I believe there are a few lessons in this story. Lessons about buying unique items and our always changing perception. I was in a second hand store looking for a unique coffee cup of all things. A wide base cup. They look like the one in this picture.
As I am looking through the glassware, I spotted this small piece of pottery placed far back from the edge of the shelf. I saw this view of it, and decided on the spot it was in the budget. I turned it around and there was a similar ornate picture on that side too.
The pottery has a crackle finish, and has “C GOLD SATSUMA” written on red on the bottom. The design looks old, and the crackle finish lends itself to the pot looking old. For a five dollar bill I thought it was a great find.
When I get home I looked up Satsuma on the Internet as I had never heard the word before. Satsuma is an old territory in Japan with quite a colorful history. How I ended up with a piece of pottery from there was a mystery to me.
I decided to look up “C GOLD SATSUMA” and found pages of information about Satsuma pottery. There was nothing about “C GOLD SATSUMA”, however.

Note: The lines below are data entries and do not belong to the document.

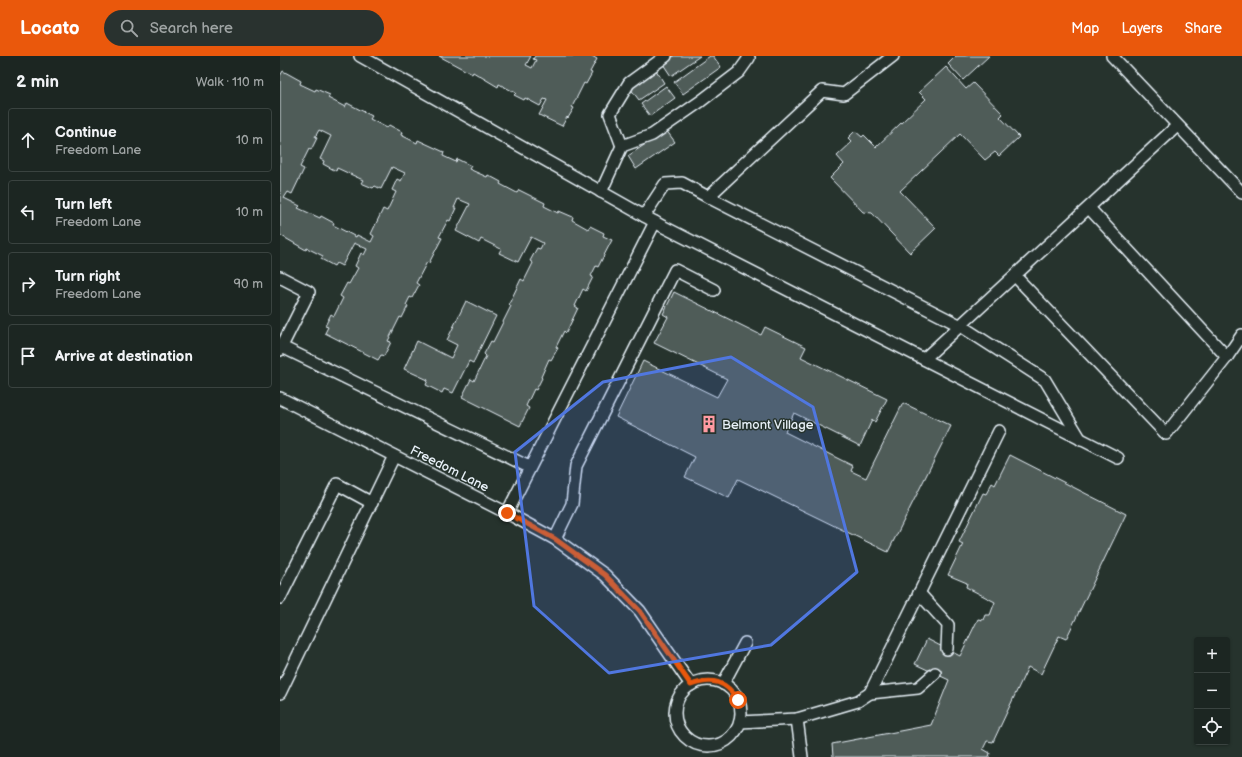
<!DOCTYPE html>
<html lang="en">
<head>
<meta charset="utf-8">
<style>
	:root { --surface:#1c2622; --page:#29322f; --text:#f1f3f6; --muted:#a0a5a5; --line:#3a4340; --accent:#ea580c }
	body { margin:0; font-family:"Balsamiq Sans",sans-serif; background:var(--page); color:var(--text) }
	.controls { position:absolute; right:12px; bottom:12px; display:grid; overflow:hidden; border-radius:4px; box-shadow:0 1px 3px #0004 }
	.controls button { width:36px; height:36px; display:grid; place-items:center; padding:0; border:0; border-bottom:1px solid var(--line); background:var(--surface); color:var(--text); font:20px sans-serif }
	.stop { position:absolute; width:12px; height:12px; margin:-9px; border:3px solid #ea580c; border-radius:50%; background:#fff }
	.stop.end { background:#ea580c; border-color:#fff; box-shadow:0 1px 4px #0008 }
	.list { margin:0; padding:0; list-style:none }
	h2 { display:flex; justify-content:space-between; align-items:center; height:52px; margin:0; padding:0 16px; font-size:17px }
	h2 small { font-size:13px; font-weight:400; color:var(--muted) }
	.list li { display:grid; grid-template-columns:26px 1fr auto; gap:12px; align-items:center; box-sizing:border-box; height:64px; margin:0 8px 8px; padding:0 8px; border:1px solid var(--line); border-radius:4px }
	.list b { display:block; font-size:15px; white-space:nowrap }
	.list p { margin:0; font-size:13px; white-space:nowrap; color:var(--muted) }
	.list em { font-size:13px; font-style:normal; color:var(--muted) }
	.icon { flex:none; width:22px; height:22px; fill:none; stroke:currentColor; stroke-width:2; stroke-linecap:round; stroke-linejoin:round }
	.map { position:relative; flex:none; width:962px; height:701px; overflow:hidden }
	header { display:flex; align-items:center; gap:24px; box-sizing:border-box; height:56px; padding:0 20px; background:var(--accent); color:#fff }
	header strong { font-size:19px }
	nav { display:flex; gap:22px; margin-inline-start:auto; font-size:14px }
	.search { width:280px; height:36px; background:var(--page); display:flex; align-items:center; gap:10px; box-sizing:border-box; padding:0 14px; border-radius:22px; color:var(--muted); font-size:15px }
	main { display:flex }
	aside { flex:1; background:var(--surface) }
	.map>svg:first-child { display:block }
	.building { fill:#505c59; stroke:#e8f1f8; fill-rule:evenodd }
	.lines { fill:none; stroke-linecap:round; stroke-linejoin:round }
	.lane-casing { stroke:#e8f1f8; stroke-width:14 }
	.lane { stroke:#26332d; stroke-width:11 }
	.route { stroke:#ea580c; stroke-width:5 }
	.marked { fill:#5077e0; fill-opacity:0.2; stroke:#5077e0; stroke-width:3; stroke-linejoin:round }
	.labels { text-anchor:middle; stroke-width:3; stroke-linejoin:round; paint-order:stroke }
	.poi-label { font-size:13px; fill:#e8f1f8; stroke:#26332d; text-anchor:start }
	.street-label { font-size:13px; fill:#e8f1f8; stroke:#26332d }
</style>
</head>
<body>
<header>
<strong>Locato</strong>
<div class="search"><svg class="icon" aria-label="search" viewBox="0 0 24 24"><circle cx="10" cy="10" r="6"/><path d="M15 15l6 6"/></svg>Search here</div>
<nav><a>Map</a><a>Layers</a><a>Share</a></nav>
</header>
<main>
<aside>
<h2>2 min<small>Walk · 110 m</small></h2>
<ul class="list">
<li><svg class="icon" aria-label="ahead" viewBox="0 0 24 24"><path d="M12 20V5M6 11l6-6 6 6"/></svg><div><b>Continue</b><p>Freedom Lane</p></div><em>10 m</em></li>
<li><svg class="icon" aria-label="left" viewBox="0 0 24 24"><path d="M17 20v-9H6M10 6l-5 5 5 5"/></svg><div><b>Turn left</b><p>Freedom Lane</p></div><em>10 m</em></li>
<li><svg class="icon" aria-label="right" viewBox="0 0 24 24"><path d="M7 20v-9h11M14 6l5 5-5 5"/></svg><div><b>Turn right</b><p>Freedom Lane</p></div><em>90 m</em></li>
<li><svg class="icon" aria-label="arrive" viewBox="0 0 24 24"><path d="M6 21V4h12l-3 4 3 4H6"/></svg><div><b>Arrive at destination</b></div></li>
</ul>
</aside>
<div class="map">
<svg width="962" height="701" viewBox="0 0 962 701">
	<rect width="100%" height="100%" fill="#26332d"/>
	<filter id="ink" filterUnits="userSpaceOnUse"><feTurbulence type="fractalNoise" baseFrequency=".025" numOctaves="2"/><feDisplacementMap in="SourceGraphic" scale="8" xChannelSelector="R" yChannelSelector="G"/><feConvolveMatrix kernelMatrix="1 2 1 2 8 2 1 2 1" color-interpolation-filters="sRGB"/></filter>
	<g filter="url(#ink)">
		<g class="building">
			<polygon points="159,0 251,0 246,9 252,12 256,4 253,3 255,0 312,0 317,3 310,16 312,17 306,28 304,27 292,51 294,52 288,62 287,61 282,70 259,59 267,44 264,43 260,50 245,42 244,44 234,39 236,37 219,28 218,31 193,16 192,18"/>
			<polygon points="394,0 420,0 391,20 383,8"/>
			<polygon points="430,0 433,0 441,11 403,38 394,26"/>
			<polygon points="676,0 709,0 683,24 668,8"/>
			<polygon points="666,11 686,33 693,27 723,58 720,61 739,81 719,100 715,96 705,104 680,78 620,135 656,172 630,197 592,157 583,156 550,122 564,108 557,100 572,86 568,82 575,75 582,81 584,79 596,91 646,43 639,36"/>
			<polygon points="376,14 384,27 359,44 350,32"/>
			<path d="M3,15l18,10 -1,3 15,7 1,-2 14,6 -2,3 17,9 2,-4 25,13 -2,3 17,9 2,-3 13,7 -1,3 16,8 1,-3 26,12 -1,4 13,6 1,-3 14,7 -2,3 18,8 1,-2 13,7 -1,2 17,9 2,-3 26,13 -1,3 14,7 1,-2 14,6 -1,3 16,9 2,-3 14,7 -1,3 9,4 -14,27 -2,-1 -5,10 2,1 -7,14 -3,-2 -8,17 3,2 -12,25 -2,-2 -8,16 2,1 -7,12 -2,-1 -8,18 1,1 -6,12 -2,-1 -8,17 3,2 -9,18 -58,-29 9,-18 3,2 12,-25 -2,-2 7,-13 2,1 18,-36 -2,-2 12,-25 3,2 9,-18 -3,-2 7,-13 3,1 3,-6 -12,-6 -13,25 -19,-9 2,-4 -20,-10 -2,4 -23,-12 14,-27 -12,-5 -4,9h2l-6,13 -2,-1 -9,17 3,1 -13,25 -2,-1 -11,21 3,2 -7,13 -2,-1 -4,8 2,1 -6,12 -2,-1 -12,24 3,1 -7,14 -3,-1 -3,5 -53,-27 3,-6 -3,-1 6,-12 3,2 9,-18 -3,-2 7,-13 2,1 9,-16 -3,-2 6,-13 3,2 3,-6 -13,-6 -12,23 -6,-3 -2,3 -13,-7 2,-3 -16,-8 -1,2 -26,-15v-159zM39,74l12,6 -11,23 4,2 -1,3 13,7 1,-3 26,12 -2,3 12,5 2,-2 6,3 11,-22 13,6 -4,8 -4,-2 -5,11 4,2 -9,19 -4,-2 -12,25 3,2 -3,6 -14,-7 -1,2 -23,-12 1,-2 -13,-7 -1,2 -22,-10 2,-2 -16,-8 4,-6 4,2 12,-25 -4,-2 9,-18 2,1 6,-12 -2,-1z"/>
			<polygon points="386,30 395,42 370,60 361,48"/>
			<polygon points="386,74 395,86 356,113 348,100"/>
			<polygon points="394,236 481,279 485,271 526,291 521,301 607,343 595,366 592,364 580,390 514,357 505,376 573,410 571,415 586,422 623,347 671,370 608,496 458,423 449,442 405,421 415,401 336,361 363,305 437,341 447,323 374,287 388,261 383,258"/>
			<polygon points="186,245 216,260 193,307 189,305 173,337 164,333 162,337 146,329 148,324 124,313 137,285 171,302 177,289 167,284"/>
			<polygon points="730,399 846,458 786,583 779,580 761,618 748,611 713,686 707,685 703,693 710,697 709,701 553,701 552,688 651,669 669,624 635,608 647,583 680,600 698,563 703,564 705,559 710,559 715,546 686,531 687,527 668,519 683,488 679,486 703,437 706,438 712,427 715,429"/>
		</g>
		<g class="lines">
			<g class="lane-casing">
				<g id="lane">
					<polyline points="80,0 382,170 838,402"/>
					<polyline points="832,0 962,137"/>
					<polyline points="342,90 330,58 349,27 386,0"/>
					<polyline points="321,136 342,90 372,79 421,45 459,16 469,2 468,0"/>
					<polyline points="428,141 542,35 564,38 613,0"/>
					<polyline points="809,152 947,301"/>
					<polyline points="364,160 385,128 402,127 428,141 681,270 765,324 801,384"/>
					<polyline points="735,220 886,378 947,301 962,279"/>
					<polyline points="0,221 29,236 0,294"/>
					<polyline points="0,290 249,411"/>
					<polyline points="644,303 897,70"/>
					<polyline points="0,342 227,457 275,483 325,519 360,555 411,629"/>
					<polyline points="227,457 375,166"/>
					<polyline points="275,483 292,448 296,410 395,214 434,234"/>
					<polyline points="639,537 668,569 667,593"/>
					<polyline points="0,542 57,428 92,447"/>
					<circle cx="428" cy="657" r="33"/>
					<polyline points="443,628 465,587"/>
					<polyline points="0,637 114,400"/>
					<polyline points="590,637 638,632 655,617"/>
					<polyline points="517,663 522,701"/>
					<polyline points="460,666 517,663 578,645 590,637 719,375"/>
				</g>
			</g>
			<use href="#lane" class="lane"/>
		</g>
	</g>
	<g class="lines" filter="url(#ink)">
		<path class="route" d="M227,457l48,26 50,36 35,36 51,74c21,-8 35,-4 47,15"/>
	</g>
	<path class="marked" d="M451,301l82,50 44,165 -86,73 -162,28 -75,-67 -19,-154 88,-70z"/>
	<defs>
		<g id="building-bare" transform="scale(1.38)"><path d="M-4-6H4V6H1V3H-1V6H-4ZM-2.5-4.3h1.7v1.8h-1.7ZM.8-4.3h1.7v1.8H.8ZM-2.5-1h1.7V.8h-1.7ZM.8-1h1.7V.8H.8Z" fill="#ff9aa2" stroke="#26332d" stroke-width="2.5" paint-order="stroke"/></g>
	</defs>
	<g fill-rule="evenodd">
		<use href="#building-bare" x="429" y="368"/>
	</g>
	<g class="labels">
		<g class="poi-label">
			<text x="442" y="373">Belmont Village</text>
		</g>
		<g class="street-label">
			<text transform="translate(170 412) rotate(27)" y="5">Freedom Lane</text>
		</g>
	</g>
</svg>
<div class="controls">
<button>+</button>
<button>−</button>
<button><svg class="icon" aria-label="locate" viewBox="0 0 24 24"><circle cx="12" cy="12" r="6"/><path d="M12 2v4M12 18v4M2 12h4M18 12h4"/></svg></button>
</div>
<div class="stop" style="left:458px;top:644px"></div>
<div class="stop end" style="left:227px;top:457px"></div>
</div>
</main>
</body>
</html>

None of the pictures looked like the little pot resting on the table. On one of the later web pages I found a reference to fake Satsuma pottery once made in China and sold to Europe and United States.
I looked a little closer at my find. Turning the pottery 1/4 turn instead of 1/2 turn I saw this:
This decoration definitely looks Chinese to me. Funny how I missed looking at the whole piece of pottery until it was brought up in the article. How could I not see the other two areas of the pot? From a monetary perspective it is questionable whether I paid too much for this little pot.
From my perspective, I enjoy looking at this little pot and it is money well spent. When I have a find like this I always wonder about the journey it took, and the stories it could tell me if it could speak. All the way from someones hands in a pottery shop in China to a second hand store, where I found it.
The little pots journey is still not done. There will come a time, when it begins a new chapter in its travels. The little pot will hopefully pass from my care on to someone else, who appreciates the piece of pottery for what it is, and not what it could have been.